Nice to see someone else is at least asking the question. You will notice that the new plants are mainly running on natural gas, while others remain on coal, both carbon based fuels, so how are electric cars green? The Leaf advertising says there is no tailpipe, that's because they swapped the tailpipe for the smokestack. Not in my backyard though. Until we make electricity from solar or some other truly green source we should stop kidding ourselves about electric cars. And let's not get started on the batteries.

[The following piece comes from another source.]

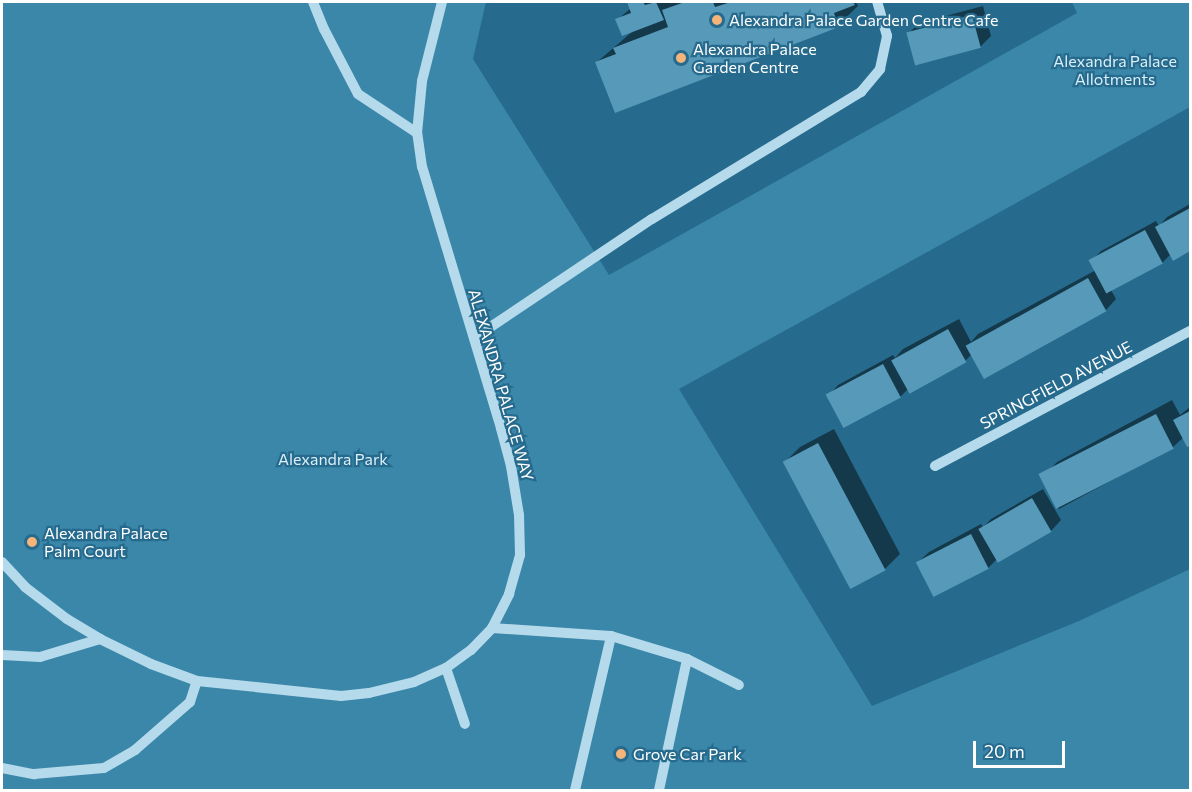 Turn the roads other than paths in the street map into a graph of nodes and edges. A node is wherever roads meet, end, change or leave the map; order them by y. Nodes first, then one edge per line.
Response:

There is, as usual, a nice piece in Autosport from the MPH page of Mark Hughes. It deals with the stress of the competition off the track between designers, which is even more intense than the drivers. Quoting James Allison from Renault, "I live in a state of perpetual fear. I fear that everything is always going to be not quite good enough - and I think it is better to feel that way." It is a great piece, and could just as easily have been written about track designers. "There are so many potentially wrong answers," he goes on to say, and that is just how I feel when laying out a track. You really only get one shot at getting it right, the owner is not going to be happy at changing it, and there are life and death issues here. It goes on to talk about the intuitive approach, not relying just on the data and the number crunching. I have talked about this before in respect of Adrian Newey, that he is not a technician but an artist. Any mathematician can crunch the numbers, but it is the artists that creates something new and innovative. As they say at the end of the piece, it is Newey the other designers are most afraid of, "They say he can visualise what the air wants to do." That is how I see race tracks.

The British Formula 3 calendar for 2011 was announced and it starts in Monza. Did I miss something here, this is the British F3 series? Maybe this is the problem, there are more than one F3 series and they tread on each others patch.